Programda; Cumhurbaşkanı Erdoğan’ın eşi Emine Erdoğan, Başbakan Binali Yıldırım ve eşi Semiha Yıldırım, Başbakan Yardımcısı Recep Akdağ, Aile ve Sosyal Politikalar Bakanı Fatma Betül Sayan Kaya, Çalışma ve Sosyal Güvenlik Bakanı Jülide Sarıeroğlu, Gümrük ve Ticaret Bakanı Bülent Tüfenkci, Maliye Bakanı Naci Ağbal ile Kalkınma Bakanı Lütfi Elvan da hazır bulundu.
Beştepe Millet Kültür ve Kongre Merkezinde gerçekleştirilen toplantıda bir konuşma yapan Cumhurbaşkanı Erdoğan, tüm kadınların 8 Mart Dünya Kadınlar Günü’nü tebrik ederek, eylem planının hayırlı olması temennisinde bulundu.
Cumhurbaşkanı Erdoğan, Suriye’de, Irak’ta, Libya’da, Myanmar’da, Türkistan’da, Filistin’de ve dünyanın her köşesinde mağdur, mazlum, muhtaç duruma düşmüş tüm kadınlara Allah’tan sabır dileyerek, anneleri, babaları, eşleri, çocukları, yakınları gözleri önünde katledilen, ölümden beter muamelelere maruz bırakılan, istismar edilen tüm kadınların acılarını yürekten paylaştıklarını ifade etti.
“BAŞARIMIZIN EN ÖNEMLİ KRİTERLERİNDEN BİRİ KADINLARIN İSTİHDAMDAKİ YERİDİR”

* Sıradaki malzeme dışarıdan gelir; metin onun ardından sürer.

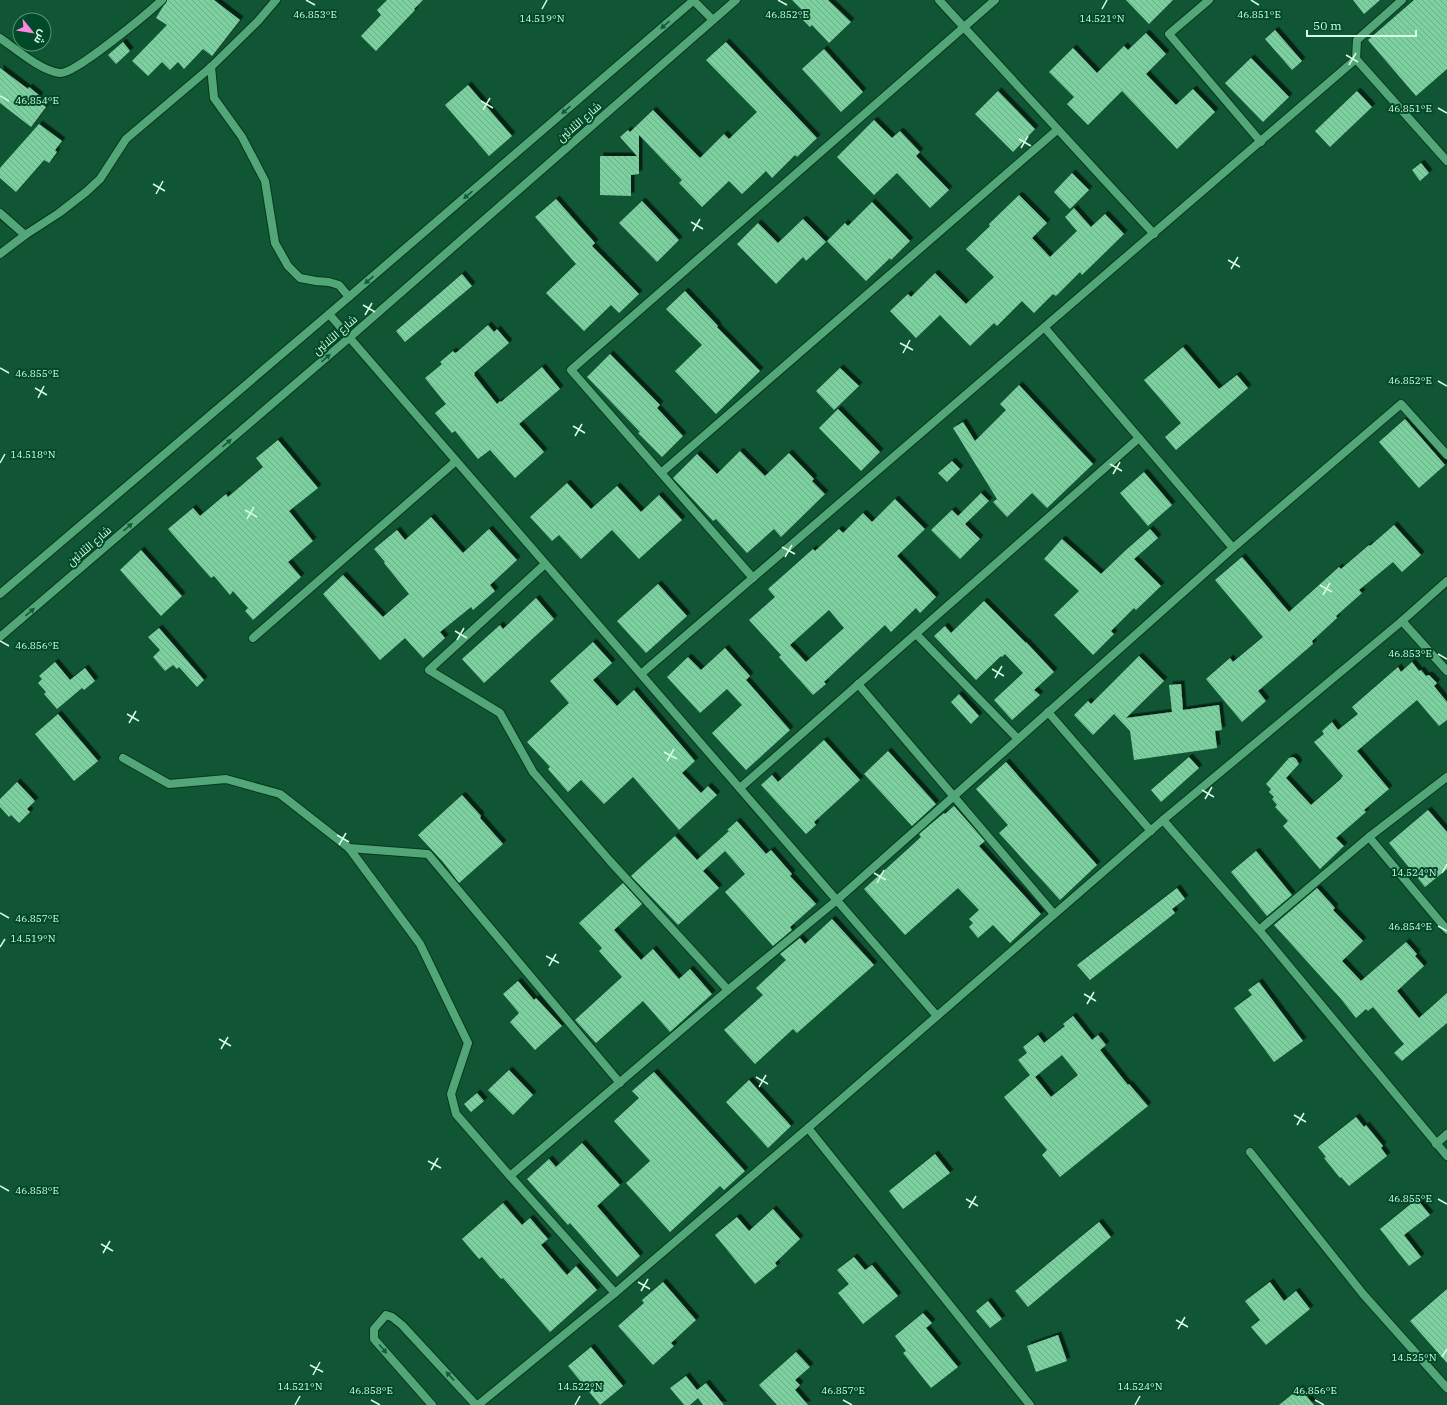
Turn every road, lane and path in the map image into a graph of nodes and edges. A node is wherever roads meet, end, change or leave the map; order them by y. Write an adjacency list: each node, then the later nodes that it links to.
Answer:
1 (162, 0): 11 (street)
2 (276, 0): 13 (street)
3 (694, 0): 9 (street); 21 (street, شارع الثلاثين, one-way to 21)
4 (736, 0): 9 (street, شارع الثلاثين)
5 (938, 0): 10 (street)
6 (995, 0): 10 (street)
7 (1209, 0): 15 (street)
8 (1402, 0): 12 (street)
9 (713, 20): 24 (street, شارع الثلاثين)
10 (963, 27): 14 (street); 28 (street)
11 (0, 38)
12 (1356, 59): 15 (street); 16 (street)
13 (211, 67): 19 (street); 21 (street)
14 (1057, 130): 18 (street); 28 (street)
15 (1261, 142): 18 (street)
16 (1447, 161)
17 (0, 213): 19 (street)
18 (1154, 234): 23 (street)
19 (26, 235): 20 (street)
20 (0, 254)
21 (349, 297): 22 (street, شارع الثلاثين)
22 (328, 314): 24 (street); 33 (street, شارع الثلاثين)
23 (1045, 328): 25 (street); 31 (street)
24 (349, 338): 27 (street); 36 (street, شارع الثلاثين, one-way to 24)
25 (1139, 438): 29 (street); 35 (street)
26 (1447, 455): 29 (street)
27 (456, 461): 30 (street); 37 (street)
28 (661, 473): 31 (street)
29 (1233, 548): 41 (street)
30 (545, 564): 39 (street); 55 (street)
31 (753, 578): 39 (street)
32 (1447, 581): 34 (street)
33 (0, 594)
34 (1402, 621): 38 (street); 47 (street)
35 (916, 634): 40 (street); 42 (street)
36 (0, 637)
37 (253, 638)
38 (1447, 671)
39 (641, 674): 45 (street)
40 (858, 684): 45 (street); 46 (street)
41 (1048, 712): 42 (street); 48 (street)
42 (1018, 739): 46 (street)
43 (123, 758): 50 (street)
44 (1447, 777): 49 (street)
45 (740, 788): 51 (street)
46 (954, 796): 51 (street); 52 (street)
47 (1163, 820): 48 (street); 53 (street)
48 (1151, 831): 52 (street)
49 (1369, 837): 53 (street); 54 (street)
50 (348, 848): 57 (street); 63 (street)
51 (837, 900): 55 (street); 56 (street)
52 (1054, 914): 56 (street)
53 (1259, 930): 60 (street)
54 (1447, 930)
55 (728, 990): 57 (street)
56 (937, 1016): 58 (street)
57 (620, 1082): 63 (street)
58 (808, 1128): 64 (street); 68 (street)
59 (1447, 1134): 60 (street)
60 (1436, 1144): 62 (street)
61 (1250, 1152): 65 (street)
62 (1447, 1156)
63 (510, 1176): 64 (street)
64 (615, 1293): 67 (street)
65 (1447, 1388)
66 (432, 1405): 67 (street, one-way to 66)
67 (477, 1405)
68 (1030, 1405)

Tek bir mazlumun ahının dahi arşı titretmeye yeteceğine inanan insanlar olarak, bu durum karşısında sessiz, tepkisiz kalmalarının düşünülemeyeceğini ifade eden Cumhurbaşkanı Erdoğan, “Nitekim ülkemize sığınan ve çoğunluğu kadınlardan, çocuklardan, yaşlılardan oluşan dört milyon mazluma, yedi yıldır, kendi kardeşlerimizden ayrı tutmayacak şekilde sahip çıkıyoruz” dedi.

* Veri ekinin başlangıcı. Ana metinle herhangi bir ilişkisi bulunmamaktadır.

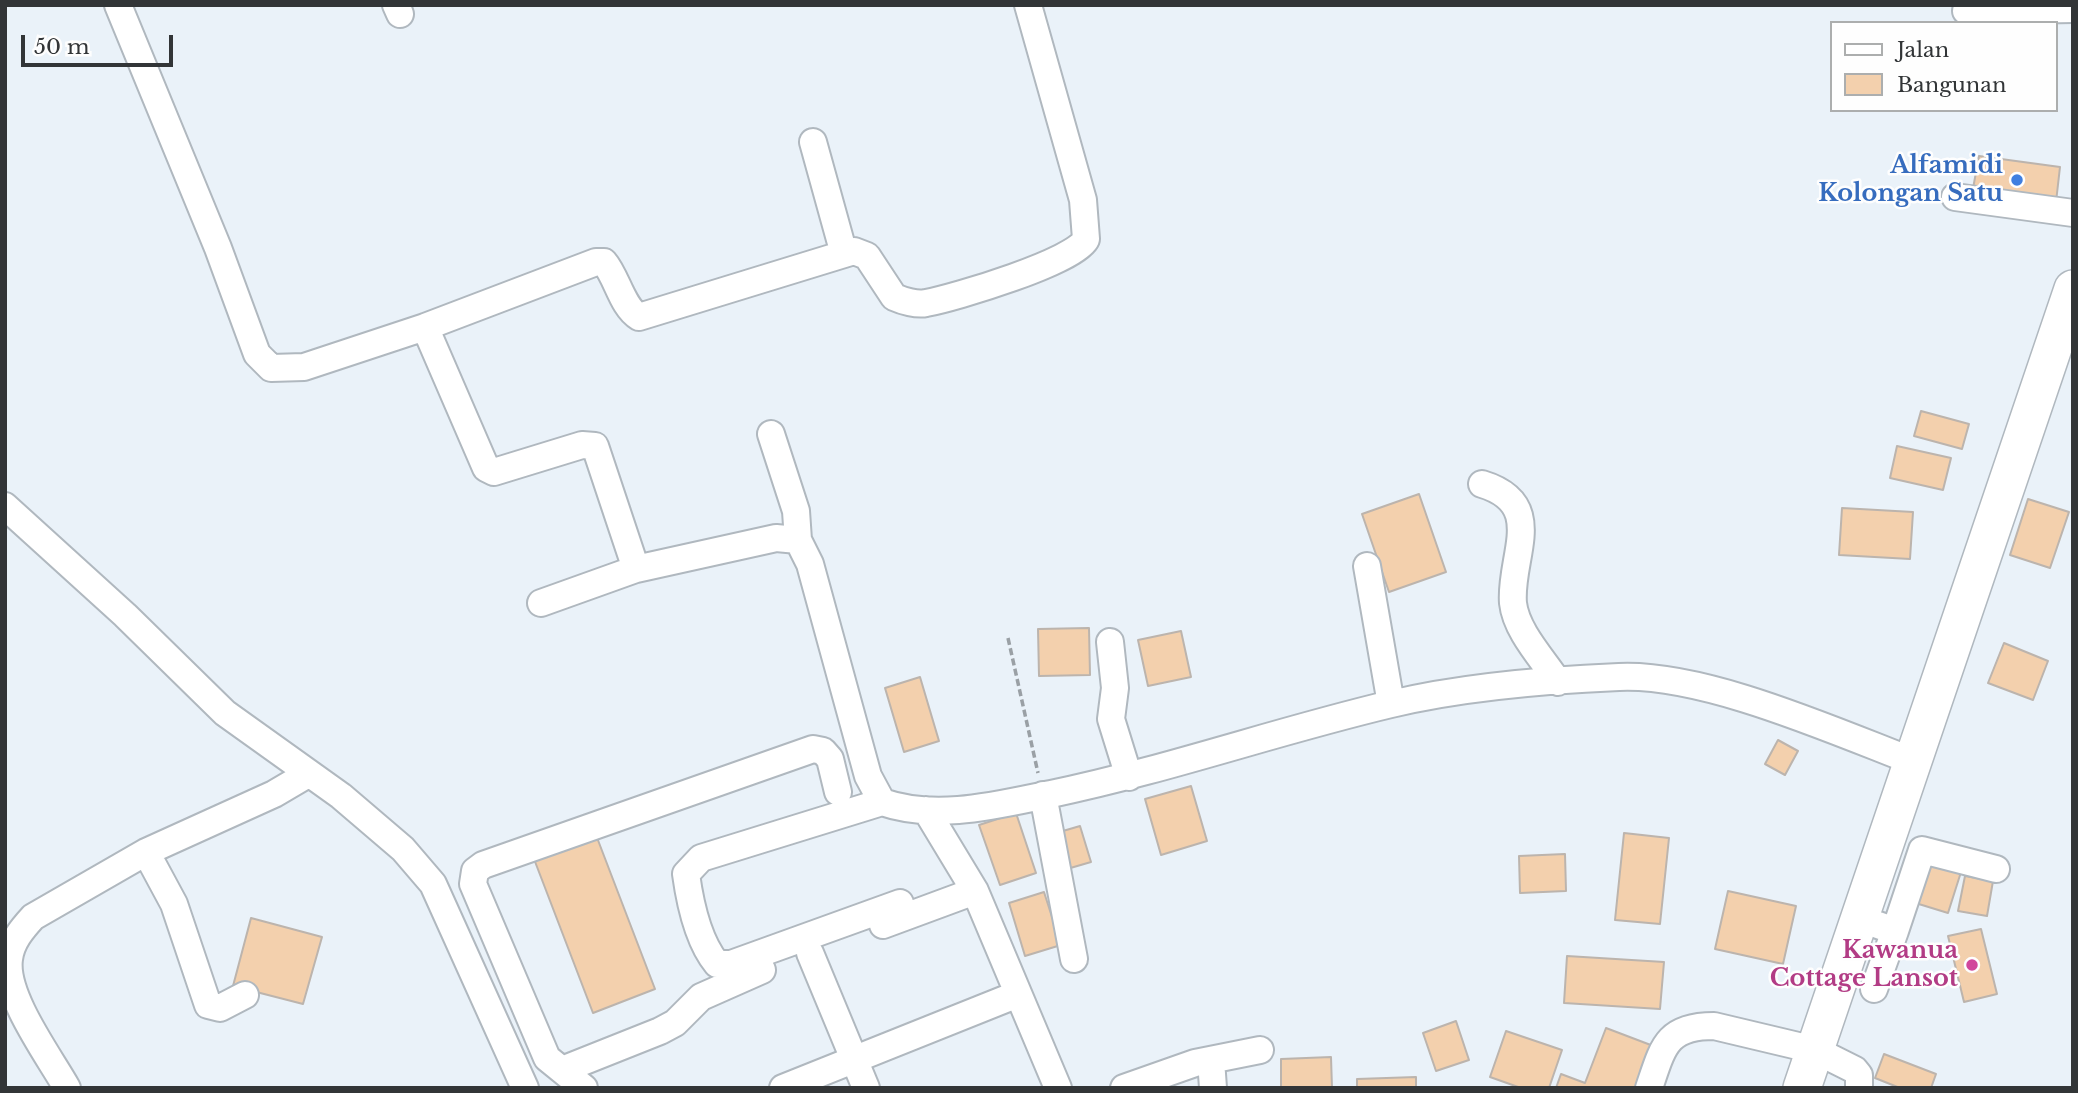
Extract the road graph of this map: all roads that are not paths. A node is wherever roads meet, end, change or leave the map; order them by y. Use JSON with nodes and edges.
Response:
{"nodes":[{"id":1,"x":118,"y":5,"type":"edge"},
{"id":2,"x":1028,"y":5,"type":"edge"},
{"id":3,"x":2073,"y":9,"type":"edge"},
{"id":4,"x":1966,"y":11,"type":"dead end"},
{"id":5,"x":813,"y":142,"type":"dead end"},
{"id":6,"x":1955,"y":197,"type":"dead end"},
{"id":7,"x":2073,"y":213,"type":"edge"},
{"id":8,"x":844,"y":254,"type":"junction"},
{"id":9,"x":2073,"y":289,"type":"edge"},
{"id":10,"x":425,"y":327,"type":"junction"},
{"id":11,"x":771,"y":434,"type":"dead end"},
{"id":12,"x":1482,"y":484,"type":"dead end"},
{"id":13,"x":5,"y":506,"type":"edge"},
{"id":14,"x":798,"y":540,"type":"junction"},
{"id":15,"x":1367,"y":566,"type":"dead end"},
{"id":16,"x":636,"y":569,"type":"junction"},
{"id":17,"x":541,"y":603,"type":"dead end"},
{"id":18,"x":1110,"y":642,"type":"dead end"},
{"id":19,"x":1558,"y":682,"type":"junction"},
{"id":20,"x":1391,"y":704,"type":"junction"},
{"id":21,"x":1915,"y":762,"type":"junction"},
{"id":22,"x":308,"y":774,"type":"junction"},
{"id":23,"x":1129,"y":778,"type":"junction"},
{"id":24,"x":838,"y":792,"type":"dead end"},
{"id":25,"x":1043,"y":795,"type":"junction"},
{"id":26,"x":882,"y":802,"type":"junction"},
{"id":27,"x":926,"y":810,"type":"junction"},
{"id":28,"x":146,"y":852,"type":"junction"},
{"id":29,"x":1996,"y":869,"type":"dead end"},
{"id":30,"x":975,"y":891,"type":"junction"},
{"id":31,"x":900,"y":903,"type":"dead end"},
{"id":32,"x":1860,"y":919,"type":"junction"},
{"id":33,"x":1895,"y":931,"type":"junction"},
{"id":34,"x":810,"y":953,"type":"junction"},
{"id":35,"x":1074,"y":959,"type":"dead end"},
{"id":36,"x":1874,"y":989,"type":"dead end"},
{"id":37,"x":1018,"y":994,"type":"junction"},
{"id":38,"x":245,"y":995,"type":"dead end"},
{"id":39,"x":1260,"y":1050,"type":"dead end"},
{"id":40,"x":1815,"y":1050,"type":"junction"},
{"id":41,"x":856,"y":1059,"type":"junction"},
{"id":42,"x":1211,"y":1060,"type":"junction"},
{"id":43,"x":562,"y":1070,"type":"junction"},
{"id":44,"x":67,"y":1088,"type":"edge"},
{"id":45,"x":525,"y":1088,"type":"edge"},
{"id":46,"x":584,"y":1088,"type":"edge"},
{"id":47,"x":783,"y":1088,"type":"edge"},
{"id":48,"x":866,"y":1088,"type":"edge"},
{"id":49,"x":1058,"y":1088,"type":"edge"},
{"id":50,"x":1124,"y":1088,"type":"edge"},
{"id":51,"x":1213,"y":1088,"type":"edge"},
{"id":52,"x":1649,"y":1088,"type":"edge"},
{"id":53,"x":1802,"y":1088,"type":"edge"},
{"id":54,"x":1859,"y":1088,"type":"edge"}],
"edges":[{"from":1,"to":10,"type":"street"},
{"from":2,"to":8,"type":"street"},
{"from":3,"to":4,"type":"street"},
{"from":5,"to":8,"type":"street"},
{"from":6,"to":7,"type":"street"},
{"from":8,"to":10,"type":"street"},
{"from":9,"to":21,"type":"highway"},
{"from":10,"to":16,"type":"street"},
{"from":11,"to":14,"type":"street"},
{"from":12,"to":19,"type":"street"},
{"from":13,"to":22,"type":"street"},
{"from":14,"to":16,"type":"street"},
{"from":14,"to":26,"type":"street"},
{"from":15,"to":20,"type":"street"},
{"from":16,"to":17,"type":"street"},
{"from":18,"to":23,"type":"street"},
{"from":19,"to":20,"type":"street"},
{"from":19,"to":21,"type":"street"},
{"from":20,"to":23,"type":"street"},
{"from":21,"to":32,"type":"highway"},
{"from":22,"to":28,"type":"street"},
{"from":22,"to":45,"type":"street"},
{"from":23,"to":25,"type":"street"},
{"from":24,"to":43,"type":"street"},
{"from":25,"to":27,"type":"street"},
{"from":25,"to":35,"type":"street"},
{"from":26,"to":27,"type":"street"},
{"from":26,"to":31,"type":"street"},
{"from":27,"to":30,"type":"street"},
{"from":28,"to":38,"type":"street"},
{"from":28,"to":44,"type":"street"},
{"from":29,"to":33,"type":"street"},
{"from":30,"to":34,"type":"street"},
{"from":30,"to":37,"type":"street"},
{"from":32,"to":33,"type":"street"},
{"from":32,"to":40,"type":"highway"},
{"from":33,"to":36,"type":"street"},
{"from":34,"to":41,"type":"street"},
{"from":34,"to":43,"type":"street"},
{"from":37,"to":41,"type":"street"},
{"from":37,"to":49,"type":"street"},
{"from":39,"to":42,"type":"street"},
{"from":40,"to":52,"type":"street"},
{"from":40,"to":53,"type":"highway"},
{"from":40,"to":54,"type":"street"},
{"from":41,"to":47,"type":"street"},
{"from":41,"to":48,"type":"street"},
{"from":42,"to":50,"type":"street"},
{"from":42,"to":51,"type":"street"},
{"from":43,"to":46,"type":"street"}]}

Dünyanın dört bir yanında yürütülen insani yardım çalışmalarında öncelikli hedeflerinin hep kadınlar olduğunu belirten Cumhurbaşkanı Erdoğan, ülkemizde de sırf kendi zihninin vehmi olan üstünlük duygusu sebebiyle kadınlara kötü muamele eden, hatta canına kıyan anlayışlara karşı mücadeleyi de kesintisiz devam ettirdiklerini söyledi.

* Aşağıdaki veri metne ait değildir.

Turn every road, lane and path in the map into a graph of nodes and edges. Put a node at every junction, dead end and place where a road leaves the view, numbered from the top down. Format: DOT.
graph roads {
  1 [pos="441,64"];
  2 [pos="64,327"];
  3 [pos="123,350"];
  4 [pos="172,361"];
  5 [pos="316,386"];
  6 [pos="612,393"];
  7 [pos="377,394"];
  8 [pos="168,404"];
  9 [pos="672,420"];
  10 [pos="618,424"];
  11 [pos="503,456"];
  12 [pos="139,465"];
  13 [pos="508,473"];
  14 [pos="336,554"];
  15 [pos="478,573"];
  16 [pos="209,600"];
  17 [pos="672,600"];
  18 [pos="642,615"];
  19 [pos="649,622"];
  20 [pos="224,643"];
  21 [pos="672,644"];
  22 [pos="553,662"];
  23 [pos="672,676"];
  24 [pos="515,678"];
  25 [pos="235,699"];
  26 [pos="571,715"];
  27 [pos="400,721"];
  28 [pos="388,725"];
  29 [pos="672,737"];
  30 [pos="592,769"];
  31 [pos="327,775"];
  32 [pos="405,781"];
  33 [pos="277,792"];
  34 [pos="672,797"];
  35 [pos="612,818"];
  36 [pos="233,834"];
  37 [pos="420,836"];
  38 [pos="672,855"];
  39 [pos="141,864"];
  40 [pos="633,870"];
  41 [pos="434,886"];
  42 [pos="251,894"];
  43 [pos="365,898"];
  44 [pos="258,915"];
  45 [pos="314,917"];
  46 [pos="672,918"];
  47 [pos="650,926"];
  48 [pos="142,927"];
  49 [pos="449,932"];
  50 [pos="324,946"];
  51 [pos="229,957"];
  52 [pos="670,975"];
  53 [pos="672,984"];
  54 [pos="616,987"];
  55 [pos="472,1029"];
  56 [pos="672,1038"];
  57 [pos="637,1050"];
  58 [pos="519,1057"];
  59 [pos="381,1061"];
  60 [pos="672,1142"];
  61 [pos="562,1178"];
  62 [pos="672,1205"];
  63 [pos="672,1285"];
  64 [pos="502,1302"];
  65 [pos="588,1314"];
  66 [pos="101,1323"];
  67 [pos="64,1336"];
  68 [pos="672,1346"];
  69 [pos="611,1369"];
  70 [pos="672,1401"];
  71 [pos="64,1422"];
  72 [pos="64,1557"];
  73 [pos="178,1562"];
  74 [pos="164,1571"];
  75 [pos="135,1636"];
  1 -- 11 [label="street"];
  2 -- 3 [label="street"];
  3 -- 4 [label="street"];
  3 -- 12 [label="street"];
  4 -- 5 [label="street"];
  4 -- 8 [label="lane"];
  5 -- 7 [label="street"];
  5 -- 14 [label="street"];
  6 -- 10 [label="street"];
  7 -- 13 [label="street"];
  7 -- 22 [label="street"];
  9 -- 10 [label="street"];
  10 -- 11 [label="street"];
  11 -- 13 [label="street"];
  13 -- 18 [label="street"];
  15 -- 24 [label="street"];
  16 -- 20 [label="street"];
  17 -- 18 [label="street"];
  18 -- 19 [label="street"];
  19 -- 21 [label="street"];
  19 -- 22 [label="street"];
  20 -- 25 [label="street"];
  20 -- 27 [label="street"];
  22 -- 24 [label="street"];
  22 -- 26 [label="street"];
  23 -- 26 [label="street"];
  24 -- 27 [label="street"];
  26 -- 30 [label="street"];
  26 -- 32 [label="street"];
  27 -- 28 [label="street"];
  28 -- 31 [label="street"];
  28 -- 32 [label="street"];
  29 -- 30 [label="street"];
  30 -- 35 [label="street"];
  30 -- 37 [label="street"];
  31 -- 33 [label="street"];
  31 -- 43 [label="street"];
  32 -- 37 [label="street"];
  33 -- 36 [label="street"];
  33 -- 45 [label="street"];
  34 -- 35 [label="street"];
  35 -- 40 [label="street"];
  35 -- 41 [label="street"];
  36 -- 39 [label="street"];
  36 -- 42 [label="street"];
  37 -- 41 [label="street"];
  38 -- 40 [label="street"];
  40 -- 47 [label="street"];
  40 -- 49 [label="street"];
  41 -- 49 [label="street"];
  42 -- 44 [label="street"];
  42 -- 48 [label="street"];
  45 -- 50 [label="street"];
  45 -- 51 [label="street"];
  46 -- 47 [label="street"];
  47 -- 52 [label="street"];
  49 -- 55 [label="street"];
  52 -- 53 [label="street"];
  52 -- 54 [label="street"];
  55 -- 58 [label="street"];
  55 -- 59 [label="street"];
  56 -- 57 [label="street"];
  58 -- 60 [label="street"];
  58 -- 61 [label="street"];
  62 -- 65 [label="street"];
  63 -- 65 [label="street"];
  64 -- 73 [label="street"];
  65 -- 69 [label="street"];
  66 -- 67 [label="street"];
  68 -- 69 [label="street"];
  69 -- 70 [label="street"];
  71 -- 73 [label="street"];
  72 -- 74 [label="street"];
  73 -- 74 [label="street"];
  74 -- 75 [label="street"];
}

Geçtiğimiz 15 yılda aile hayatında, iş dünyasında, eğitimde, sağlıkta ve diğer tüm alanlarda kadınların statüsünü hak ve adalet eksenli bir anlayışla yükseltmek için çok önemli çalışmalar yaptıklarını kaydeden Cumhurbaşkanı Erdoğan, bu çalışmaları şöyle özetledi: “Anayasamızdaki, kanunlarımızdaki ve diğer mevzuatımızdaki eksiklikleri tamamladık, varsa yanlışları düzelttik. Bitti mi? Hayır. Çünkü bütün bu yasalar sürekli güncellenmesi gereken yasalardır. Hayat dinamiktir, gelişiyor. Bu gelişmeler karşısında zaten yapmıştık diyemezsiniz, güncellemeye mecbursunuz ve güncellemek suretiyle de yaşamı yeniden tanzim etmiş olursunuz. Konuyla ilgili uluslararası sözleşmelere ilk taraf olan ülkeler arasında yer aldık. Başarımızın en önemli kriterlerinden biri, kadınlarımızın istihdamdaki yeridir. İş gücüne katılımlarını ve istihdamdaki yerlerini yaklaşık 9 puan artırdığımız kadınlarımız, bugün hayatın her alanında geçmişle mukayese edilemeyecek bir yere sahiptir.”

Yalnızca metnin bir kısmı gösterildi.